A Dragon Carpet Fragment, East Caucasus, Azerbaijan, 17th / 18th Century, mounted and backed, holes and losses. 198 x 216 cm

Lot 78
Sotheby's Fine Oriental and European Carpets
April 15, 1993, New York City
Est. $8,000-10,000
Literature: Bennett, Ian: II Tappeto Orientale dal XV al XVIII Secolo, Eskenazi Milano, 198 1, p. 82.
Provenance: The Dr & Mrs. Jon Thompson Collection

 

This is approximately the lower half of a 'middle phase' dragon carpet. The vigorous dragons have multiplied and come to occupy successive compartments on the long axis of the carpet, displacing the Hsieh-chai* or flaming lion in combat with the ch'i-lin . The other members of the menagerie found in the earliest carpets have not entirely disappeared for a vestige of the mandarin duck's striped wings can still be seen disappearing at the bottom. Green ground dragon carpets are rare.

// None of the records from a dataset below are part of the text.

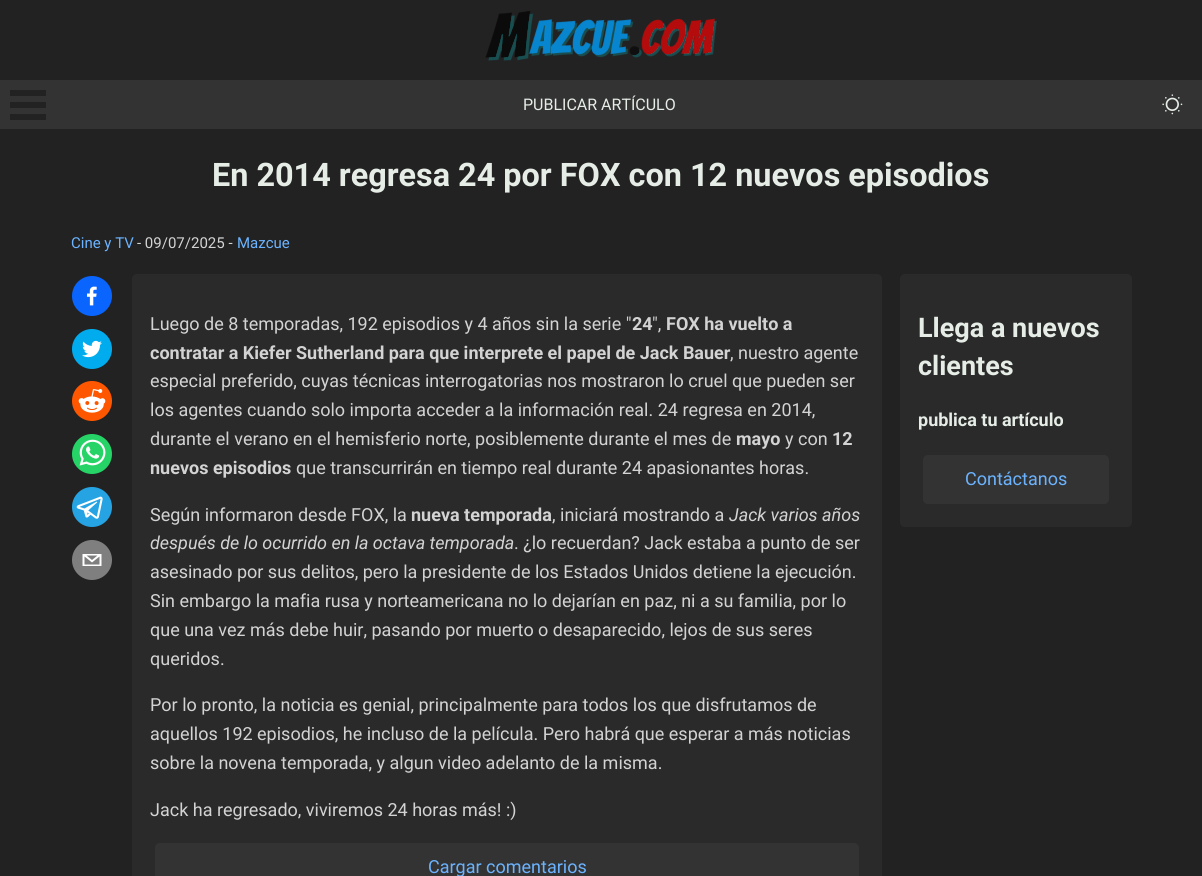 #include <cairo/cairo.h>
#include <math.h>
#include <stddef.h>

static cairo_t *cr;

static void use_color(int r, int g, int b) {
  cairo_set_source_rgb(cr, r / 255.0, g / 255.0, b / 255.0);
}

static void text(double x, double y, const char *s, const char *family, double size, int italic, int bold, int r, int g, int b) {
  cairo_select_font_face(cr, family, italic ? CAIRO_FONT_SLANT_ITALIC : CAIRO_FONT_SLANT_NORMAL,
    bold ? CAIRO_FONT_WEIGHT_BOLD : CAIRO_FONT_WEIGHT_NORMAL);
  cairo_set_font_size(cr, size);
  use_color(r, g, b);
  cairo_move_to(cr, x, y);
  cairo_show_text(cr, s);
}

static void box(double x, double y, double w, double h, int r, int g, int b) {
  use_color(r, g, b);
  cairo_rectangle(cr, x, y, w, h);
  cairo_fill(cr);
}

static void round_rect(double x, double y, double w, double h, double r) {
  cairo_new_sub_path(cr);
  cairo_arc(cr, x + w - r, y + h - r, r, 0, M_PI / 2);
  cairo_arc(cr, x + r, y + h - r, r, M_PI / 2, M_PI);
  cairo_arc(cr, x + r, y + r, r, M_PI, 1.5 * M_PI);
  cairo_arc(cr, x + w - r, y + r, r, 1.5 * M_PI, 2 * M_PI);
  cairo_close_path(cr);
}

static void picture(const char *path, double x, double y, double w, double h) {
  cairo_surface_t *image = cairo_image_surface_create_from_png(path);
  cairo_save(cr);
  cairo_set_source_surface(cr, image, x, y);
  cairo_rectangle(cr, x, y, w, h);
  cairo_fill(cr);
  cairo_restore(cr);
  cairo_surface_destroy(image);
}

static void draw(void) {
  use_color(34, 34, 34);
  cairo_paint(cr);
  picture("img_01.png", 485, 11, 232, 50);
  box(0, 80, 1202, 49, 51, 51, 51);
  box(10, 90, 36, 6, 34, 34, 34);
  box(10, 102, 36, 6, 34, 34, 34);
  box(10, 114, 36, 6, 34, 34, 34);
  picture("img_02.png", 1162, 94, 21, 21);
  picture("img_03.png", 72, 276, 40, 40);
  picture("img_04.png", 72, 329, 40, 40);
  picture("img_05.png", 72, 381, 40, 40);
  picture("img_06.png", 72, 434, 40, 40);
  picture("img_07.png", 72, 487, 40, 40);
  use_color(127, 127, 127);
  cairo_arc(cr, 92, 560, 20, 0, 2 * M_PI);
  cairo_fill(cr);
  use_color(255, 255, 255);
  cairo_new_path(cr);
  cairo_move_to(cr, 82.5, 554);
  cairo_line_to(cr, 82.5, 566);
  cairo_line_to(cr, 101.5, 566);
  cairo_line_to(cr, 101.5, 554);
  cairo_close_path(cr);
  cairo_move_to(cr, 97.5, 555.5);
  cairo_line_to(cr, 92, 560);
  cairo_line_to(cr, 86.5, 555.5);
  cairo_close_path(cr);
  cairo_move_to(cr, 84.5, 564.5);
  cairo_line_to(cr, 84.5, 556.5);
  cairo_line_to(cr, 92, 562.5);
  cairo_line_to(cr, 99.5, 556.5);
  cairo_line_to(cr, 99.5, 564.5);
  cairo_close_path(cr);
  cairo_fill(cr);
  use_color(42, 42, 42);
  round_rect(132, 274, 750, 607, 5);
  cairo_fill(cr);
  use_color(51, 51, 51);
  round_rect(155, 843, 704, 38, 5);
  cairo_fill(cr);
  use_color(42, 42, 42);
  round_rect(900, 274, 232, 253, 5);
  cairo_fill(cr);
  use_color(51, 51, 51);
  round_rect(923, 455, 186, 49, 5);
  cairo_fill(cr);
  text(523, 110, "PUBLICAR ARTÍCULO", "Roboto", 16, 0, 0, 230, 237, 231);
  text(212, 186, "En 2014 regresa 24 por FOX con 12 nuevos episodios", "Roboto", 32.4, 0, 1, 230, 237, 231);
  text(71, 248, "Cine y TV", "Roboto", 15, 0, 0, 107, 179, 255);
  text(137, 248, "- 09/07/2025 -", "Roboto", 15, 0, 0, 211, 211, 211);
  text(237, 248, "Mazcue", "Roboto", 15, 0, 0, 107, 179, 255);
  text(150, 330, "Luego de 8 temporadas, 192 episodios y 4 años sin la serie \"", "Roboto", 18, 0, 0, 211, 211, 211);
  text(632, 330, "24", "Roboto", 18, 0, 1, 211, 211, 211);
  text(652, 330, "\",", "Roboto", 18, 0, 0, 211, 211, 211);
  text(666, 330, "FOX ha vuelto a", "Roboto", 18, 0, 1, 211, 211, 211);
  text(150, 359, "contratar a Kiefer Sutherland para que interprete el papel de Jack Bauer", "Roboto", 18, 0, 1, 211, 211, 211);
  text(730, 359, ", nuestro agente", "Roboto", 18, 0, 0, 211, 211, 211);
  text(150, 387, "especial preferido, cuyas técnicas interrogatorias nos mostraron lo cruel que pueden ser", "Roboto", 18, 0, 0, 211, 211, 211);
  text(150, 416, "los agentes cuando solo importa acceder a la información real. 24 regresa en 2014,", "Roboto", 18, 0, 0, 211, 211, 211);
  text(150, 445, "durante el verano en el hemisferio norte, posiblemente durante el mes de", "Roboto", 18, 0, 0, 211, 211, 211);
  text(736, 445, "mayo", "Roboto", 18, 0, 1, 211, 211, 211);
  text(785, 445, "y con", "Roboto", 18, 0, 0, 211, 211, 211);
  text(832, 445, "12", "Roboto", 18, 0, 1, 211, 211, 211);
  text(150, 474, "nuevos episodios", "Roboto", 18, 0, 1, 211, 211, 211);
  text(296, 474, "que transcurrirán en tiempo real durante 24 apasionantes horas.", "Roboto", 18, 0, 0, 211, 211, 211);
  text(150, 521, "Según informaron desde FOX, la", "Roboto", 18, 0, 0, 211, 211, 211);
  text(411, 521, "nueva temporada", "Roboto", 18, 0, 1, 211, 211, 211);
  text(552, 521, ", iniciará mostrando a", "Roboto", 18, 0, 0, 211, 211, 211);
  text(729, 521, "Jack varios años", "Roboto", 18, 1, 0, 211, 211, 211);
  text(150, 549, "después de lo ocurrido en la octava temporada", "Roboto", 18, 1, 0, 211, 211, 211);
  text(514, 549, ". ¿lo recuerdan? Jack estaba a punto de ser", "Roboto", 18, 0, 0, 211, 211, 211);
  text(150, 578, "asesinado por sus delitos, pero la presidente de los Estados Unidos detiene la ejecución.", "Roboto", 18, 0, 0, 211, 211, 211);
  text(150, 607, "Sin embargo la mafia rusa y norteamericana no lo dejarían en paz, ni a su familia, por lo", "Roboto", 18, 0, 0, 211, 211, 211);
  text(150, 636, "que una vez más debe huir, pasando por muerto o desaparecido, lejos de sus seres", "Roboto", 18, 0, 0, 211, 211, 211);
  text(150, 665, "queridos.", "Roboto", 18, 0, 0, 211, 211, 211);
  text(150, 711, "Por lo pronto, la noticia es genial, principalmente para todos los que disfrutamos de", "Roboto", 18, 0, 0, 211, 211, 211);
  text(150, 740, "aquellos 192 episodios, he incluso de la película. Pero habrá que esperar a más noticias", "Roboto", 18, 0, 0, 211, 211, 211);
  text(150, 769, "sobre la novena temporada, y algun video adelanto de la misma.", "Roboto", 18, 0, 0, 211, 211, 211);
  text(150, 816, "Jack ha regresado, viviremos 24 horas más! :)", "Roboto", 18, 0, 0, 211, 211, 211);
  text(428, 873, "Cargar comentarios", "Roboto", 18, 0, 0, 107, 179, 255);
  text(918, 337, "Llega a nuevos", "Roboto", 27, 0, 1, 230, 237, 231);
  text(918, 375, "clientes", "Roboto", 27, 0, 1, 230, 237, 231);
  text(918, 426, "publica tu artículo", "Roboto", 18, 0, 1, 230, 237, 231);
  text(965, 485, "Contáctanos", "Roboto", 18, 0, 0, 107, 179, 255);
}

int main(void) {
  cairo_surface_t *surface = cairo_image_surface_create(CAIRO_FORMAT_RGB24, 1202, 876);
  cr = cairo_create(surface);
  cairo_font_options_t *options = cairo_font_options_create();
  cairo_font_options_set_hint_metrics(options, CAIRO_HINT_METRICS_OFF);
  cairo_font_options_set_hint_style(options, CAIRO_HINT_STYLE_NONE);
  cairo_set_font_options(cr, options);
  cairo_set_miter_limit(cr, 4);
  draw();
  cairo_surface_write_to_png(surface, "out.png");
  cairo_font_options_destroy(options);
  cairo_destroy(cr);
  cairo_surface_destroy(surface);
  return 0;
}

Two closely related pieces are the green ground carpet belonging to Howard T. Hallowell III illustrated in color in Ellis, Charles Grant: Early Caucasian Rugs, Textile Museum, Washington, D. C., 1975 plate 10, and another green ground carpet, almost the pair, in the Turk ve Islam Eseleri Milzesi ' Istanbul, published Yetkin, Serare: Early Caucasian Carpets in Turkey, London 1978, vol. 1, pl. 17.

 

* Hsieh-Chai – the ancient Chinese supernatural animal, goat-like in appearance but with only one horn. It is endowed with the faculty of detecting the guilty, and can distinguish between the crooked and the upright. In the days of the Shun (legendary sage – ruler, circa 2200 B.C.) when the famous minister Kao Yao tried cases in which guilt was uncertain, he would order the Hsieh-Chai to butt the guilty. Those who were, in fact guilty would be butted whereas it would not butt the innocent.